Dallo scorso venerdì 7 agosto la Lega Nord di Matteo Salvini e i vertici del Vaticano e della Cei hanno iniziato una polemica a proposito dei clandestini. Tutto è iniziato con le parole di Papa Francesco che ha definito un conflitto e una guerra non accogliere i clandestini. Non si è atteso molto e Matteo Salvini ha replicato alle parole del Papa dicendo che “Respingere i clandestini è un dovere”. Galantino, Vescovo segretario della Conferenza episcopale, la Cei, accenna a speculazioni per raccogliere voti. Salvini risponde ancora, su Facebook, con la chiarezza e la sintesi che lo contraddistinguono. “Chi difende questa invasione clandestina che sta rovinando l’Italia, o non capisce o ci guadagna. Voi che ne dite?” La parola va quindi alla gente. Vien quasi spontaneo chiedersi se anche questa volta la Chiesa riuscirà a darla a bere agli italiani. Secondo me, stavolta non ce la fa. Ecco il perchè:

Matteo Salvini su facebok: polemica con Nunzio GalatinoCome tanti altri leghisti cristiani non mi spavento per le polemiche che il mio Movimento innesca con il Vaticano. Sono rapporti di forza, che hanno poco a che vedere con la fede cristiana. Il Vaticano si è sempre appoggiato al potere costituito, da cui dipende economicamente, ed è sempre corso in suo soccorso quando vacilla. Se il Vaticano attacca la Lega Nord è perchè il governo italiano rischia di cadere e quindi cerca di coalizzare i cristiani intorno al soggetto politico erogante.
Oggi, però, la gente la prende in modo diverso rispetto al tempo in cui la chiesa era intoccabile: sarà perchè in qualche modo la concomitanza di papa Benedetto, anti islamista, e papa Francesco, estremo buonista, ha scosso molte certezze anche in tema di religione (quale sarà il papa vero?), sarà perchè la confusione fra i termini della polemica è molta (sono clandestini, non profughi) sono in tanti a dare poco credito alle parole del Vaticano.

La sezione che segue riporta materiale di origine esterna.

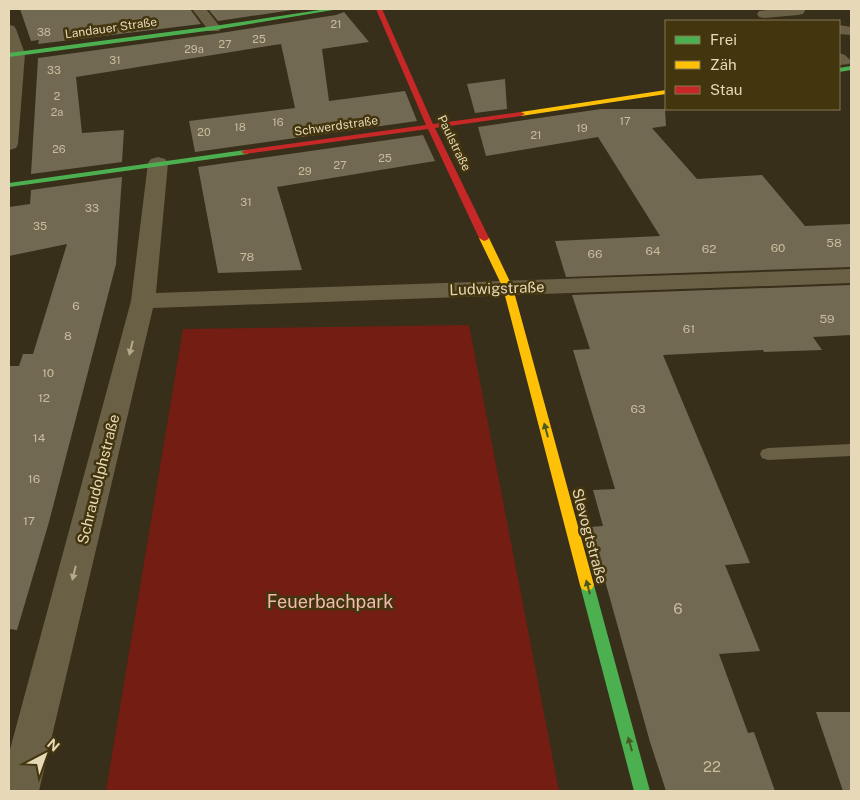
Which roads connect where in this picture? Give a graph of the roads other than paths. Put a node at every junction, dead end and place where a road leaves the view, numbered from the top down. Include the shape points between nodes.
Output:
1 (199, 9) edge
2 (336, 9) edge
3 (379, 9) edge
4 (801, 12) edge
5 (764, 14) dead end
6 (214, 28) junction
7 (9, 29) edge
8 (842, 32) edge
9 (851, 44) edge
10 (13, 55) edge
11 (665, 92) edge
12 (430, 127) junction
13 (9, 144) edge
14 (158, 163) junction
15 (9, 185) edge
16 (851, 276) edge
17 (508, 288) junction
18 (143, 300) junction
19 (851, 450) edge
20 (768, 454) dead end
21 (19, 791) edge
22 (642, 791) edge

1 - 6 street
2 - 6 street, Landauer Straße
3 - 12 street, Paulstraße
4 - 5 street
6 - 10 street, Landauer Straße
7 - 10 street
8 - 9 street
10 - 13 street
11 - 12 street, Schwerdstraße
12 - 14 street, Schwerdstraße
12 - 17 street, Paulstraße
14 - 15 street, Schwerdstraße
14 - 18 street, Schraudolphstraße
16 - 17 street, Ludwigstraße
17 - 18 street, Ludwigstraße
22 -> 17 street, Slevogtstraße
18 -> 21 street, Schraudolphstraße
19 - 20 lane

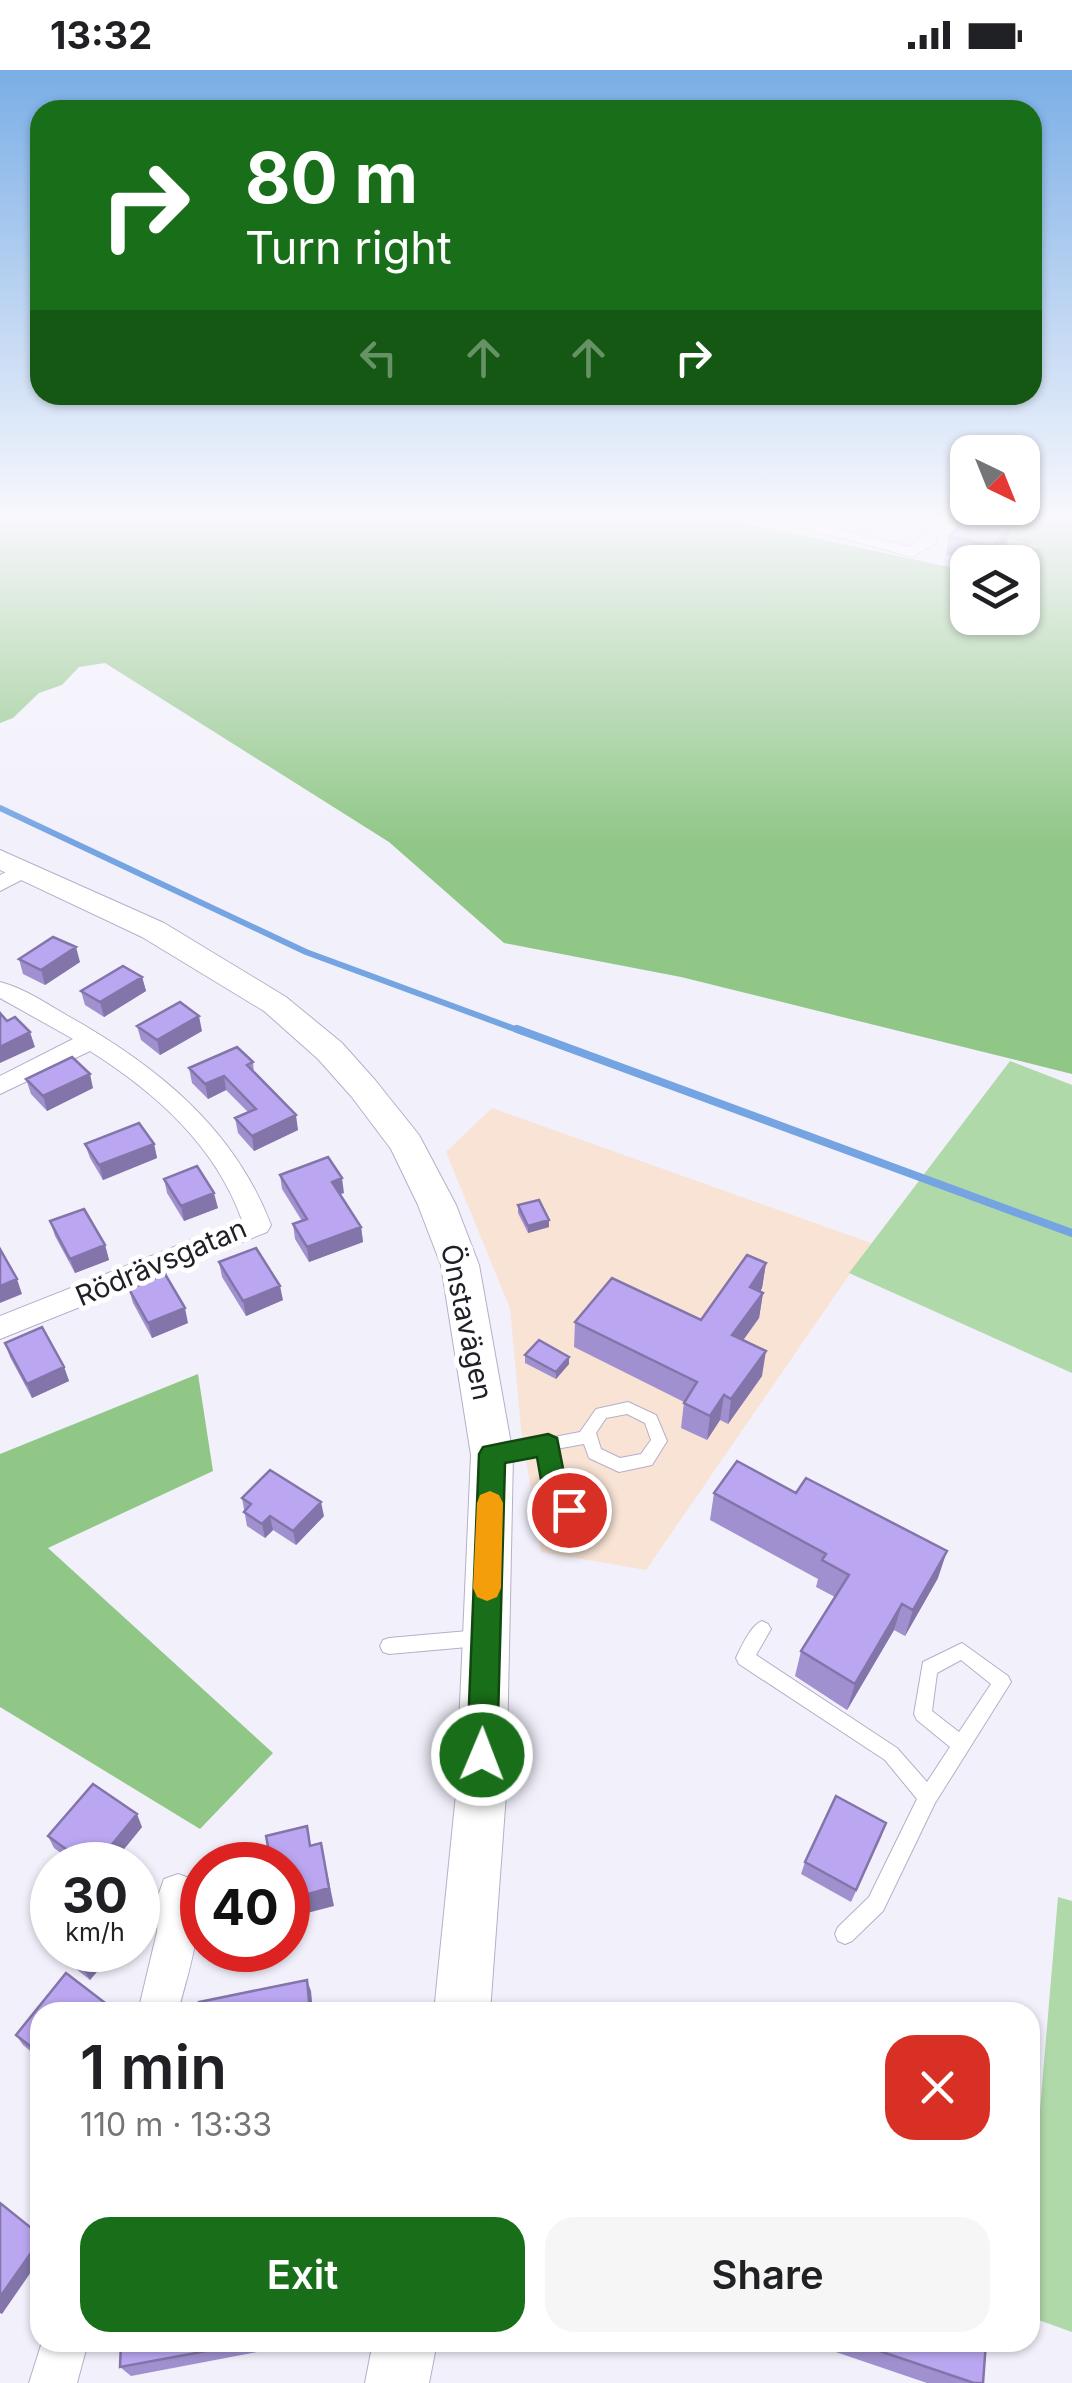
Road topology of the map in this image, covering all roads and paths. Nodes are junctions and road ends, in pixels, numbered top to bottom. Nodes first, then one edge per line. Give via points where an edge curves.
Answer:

Usando un eufemismo, ci si può chiedere, retoricamente, quale sia il conflitto irrisolto di papa Francesco. Sostenere una teoria falsa dopo la dimostrazione della sua falsità, sia nel caso in cui si sostiene che la terra sia piatta sia in quello in cui si sostiene che i clandestini che ci stanno invadendo scappano dalle guerre e che bisogna accoglierli, espone al giudizio popolare: fino a che non ci sono le prove ci si può anche credere, ma poi conta l’evidenza dei fatti. Possibile che in Vaticano non se ne accorgano?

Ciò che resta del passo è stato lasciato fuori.